**What this task involves**
Your answer should be an exact copy of the data.

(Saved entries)
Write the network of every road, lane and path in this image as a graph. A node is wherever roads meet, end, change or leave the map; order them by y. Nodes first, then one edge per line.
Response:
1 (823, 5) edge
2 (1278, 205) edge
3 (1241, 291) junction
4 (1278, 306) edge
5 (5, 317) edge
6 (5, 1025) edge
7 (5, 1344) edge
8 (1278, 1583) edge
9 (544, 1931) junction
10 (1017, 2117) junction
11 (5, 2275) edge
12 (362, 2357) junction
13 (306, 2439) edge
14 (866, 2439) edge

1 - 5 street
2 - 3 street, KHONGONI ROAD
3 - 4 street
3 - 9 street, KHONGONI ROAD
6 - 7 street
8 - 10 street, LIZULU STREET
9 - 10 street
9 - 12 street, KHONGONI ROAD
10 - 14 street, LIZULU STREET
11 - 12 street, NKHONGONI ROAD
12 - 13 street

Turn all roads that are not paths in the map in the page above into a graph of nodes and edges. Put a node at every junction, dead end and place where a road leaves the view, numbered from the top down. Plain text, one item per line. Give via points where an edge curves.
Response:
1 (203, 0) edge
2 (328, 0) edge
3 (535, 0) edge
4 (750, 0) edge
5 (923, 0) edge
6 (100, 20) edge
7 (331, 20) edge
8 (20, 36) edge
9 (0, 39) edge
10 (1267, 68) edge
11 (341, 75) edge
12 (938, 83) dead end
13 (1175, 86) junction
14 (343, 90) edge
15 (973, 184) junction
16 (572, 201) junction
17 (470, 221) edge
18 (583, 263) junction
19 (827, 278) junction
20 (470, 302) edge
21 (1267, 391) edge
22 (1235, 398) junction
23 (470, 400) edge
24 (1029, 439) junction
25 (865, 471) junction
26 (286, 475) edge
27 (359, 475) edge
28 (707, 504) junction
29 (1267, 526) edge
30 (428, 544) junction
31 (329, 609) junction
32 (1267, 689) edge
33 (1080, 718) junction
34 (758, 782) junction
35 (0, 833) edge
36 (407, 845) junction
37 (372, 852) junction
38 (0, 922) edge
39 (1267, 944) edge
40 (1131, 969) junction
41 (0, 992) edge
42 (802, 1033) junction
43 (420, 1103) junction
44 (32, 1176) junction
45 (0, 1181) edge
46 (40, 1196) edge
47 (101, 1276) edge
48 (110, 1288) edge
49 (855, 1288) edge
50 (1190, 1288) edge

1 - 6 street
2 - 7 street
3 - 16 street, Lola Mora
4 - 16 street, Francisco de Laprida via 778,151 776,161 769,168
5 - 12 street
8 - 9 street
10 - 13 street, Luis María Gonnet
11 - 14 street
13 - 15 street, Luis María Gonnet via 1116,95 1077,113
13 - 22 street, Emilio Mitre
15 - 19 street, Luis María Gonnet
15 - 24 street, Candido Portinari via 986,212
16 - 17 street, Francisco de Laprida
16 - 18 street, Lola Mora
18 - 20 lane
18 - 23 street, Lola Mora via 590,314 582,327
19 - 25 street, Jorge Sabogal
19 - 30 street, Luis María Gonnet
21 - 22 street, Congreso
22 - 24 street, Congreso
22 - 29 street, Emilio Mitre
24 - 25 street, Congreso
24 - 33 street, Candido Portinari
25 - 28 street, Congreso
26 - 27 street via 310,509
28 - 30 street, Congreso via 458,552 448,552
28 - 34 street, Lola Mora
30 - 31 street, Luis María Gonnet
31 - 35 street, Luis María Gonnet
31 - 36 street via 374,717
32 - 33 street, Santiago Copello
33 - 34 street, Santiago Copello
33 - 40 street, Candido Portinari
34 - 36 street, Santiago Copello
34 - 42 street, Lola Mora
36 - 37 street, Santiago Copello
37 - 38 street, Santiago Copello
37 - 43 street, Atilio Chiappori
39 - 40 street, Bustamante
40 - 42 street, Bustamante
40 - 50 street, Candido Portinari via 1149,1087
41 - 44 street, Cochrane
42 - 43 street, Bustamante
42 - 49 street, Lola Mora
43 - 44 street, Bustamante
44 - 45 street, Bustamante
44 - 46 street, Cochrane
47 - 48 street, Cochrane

**Reply**
Write the network of every road, lane and path in this image as a graph. A node is wherever roads meet, end, change or leave the map; order them by y. Nodes first, then one edge per line.
Response:
1 (823, 5) edge
2 (1278, 205) edge
3 (1241, 291) junction
4 (1278, 306) edge
5 (5, 317) edge
6 (5, 1025) edge
7 (5, 1344) edge
8 (1278, 1583) edge
9 (544, 1931) junction
10 (1017, 2117) junction
11 (5, 2275) edge
12 (362, 2357) junction
13 (306, 2439) edge
14 (866, 2439) edge

1 - 5 street
2 - 3 street, KHONGONI ROAD
3 - 4 street
3 - 9 street, KHONGONI ROAD
6 - 7 street
8 - 10 street, LIZULU STREET
9 - 10 street
9 - 12 street, KHONGONI ROAD
10 - 14 street, LIZULU STREET
11 - 12 street, NKHONGONI ROAD
12 - 13 street

Turn all roads that are not paths in the map in the page above into a graph of nodes and edges. Put a node at every junction, dead end and place where a road leaves the view, numbered from the top down. Plain text, one item per line. Give via points where an edge curves.
Response:
1 (203, 0) edge
2 (328, 0) edge
3 (535, 0) edge
4 (750, 0) edge
5 (923, 0) edge
6 (100, 20) edge
7 (331, 20) edge
8 (20, 36) edge
9 (0, 39) edge
10 (1267, 68) edge
11 (341, 75) edge
12 (938, 83) dead end
13 (1175, 86) junction
14 (343, 90) edge
15 (973, 184) junction
16 (572, 201) junction
17 (470, 221) edge
18 (583, 263) junction
19 (827, 278) junction
20 (470, 302) edge
21 (1267, 391) edge
22 (1235, 398) junction
23 (470, 400) edge
24 (1029, 439) junction
25 (865, 471) junction
26 (286, 475) edge
27 (359, 475) edge
28 (707, 504) junction
29 (1267, 526) edge
30 (428, 544) junction
31 (329, 609) junction
32 (1267, 689) edge
33 (1080, 718) junction
34 (758, 782) junction
35 (0, 833) edge
36 (407, 845) junction
37 (372, 852) junction
38 (0, 922) edge
39 (1267, 944) edge
40 (1131, 969) junction
41 (0, 992) edge
42 (802, 1033) junction
43 (420, 1103) junction
44 (32, 1176) junction
45 (0, 1181) edge
46 (40, 1196) edge
47 (101, 1276) edge
48 (110, 1288) edge
49 (855, 1288) edge
50 (1190, 1288) edge

1 - 6 street
2 - 7 street
3 - 16 street, Lola Mora
4 - 16 street, Francisco de Laprida via 778,151 776,161 769,168
5 - 12 street
8 - 9 street
10 - 13 street, Luis María Gonnet
11 - 14 street
13 - 15 street, Luis María Gonnet via 1116,95 1077,113
13 - 22 street, Emilio Mitre
15 - 19 street, Luis María Gonnet
15 - 24 street, Candido Portinari via 986,212
16 - 17 street, Francisco de Laprida
16 - 18 street, Lola Mora
18 - 20 lane
18 - 23 street, Lola Mora via 590,314 582,327
19 - 25 street, Jorge Sabogal
19 - 30 street, Luis María Gonnet
21 - 22 street, Congreso
22 - 24 street, Congreso
22 - 29 street, Emilio Mitre
24 - 25 street, Congreso
24 - 33 street, Candido Portinari
25 - 28 street, Congreso
26 - 27 street via 310,509
28 - 30 street, Congreso via 458,552 448,552
28 - 34 street, Lola Mora
30 - 31 street, Luis María Gonnet
31 - 35 street, Luis María Gonnet
31 - 36 street via 374,717
32 - 33 street, Santiago Copello
33 - 34 street, Santiago Copello
33 - 40 street, Candido Portinari
34 - 36 street, Santiago Copello
34 - 42 street, Lola Mora
36 - 37 street, Santiago Copello
37 - 38 street, Santiago Copello
37 - 43 street, Atilio Chiappori
39 - 40 street, Bustamante
40 - 42 street, Bustamante
40 - 50 street, Candido Portinari via 1149,1087
41 - 44 street, Cochrane
42 - 43 street, Bustamante
42 - 49 street, Lola Mora
43 - 44 street, Bustamante
44 - 45 street, Bustamante
44 - 46 street, Cochrane
47 - 48 street, Cochrane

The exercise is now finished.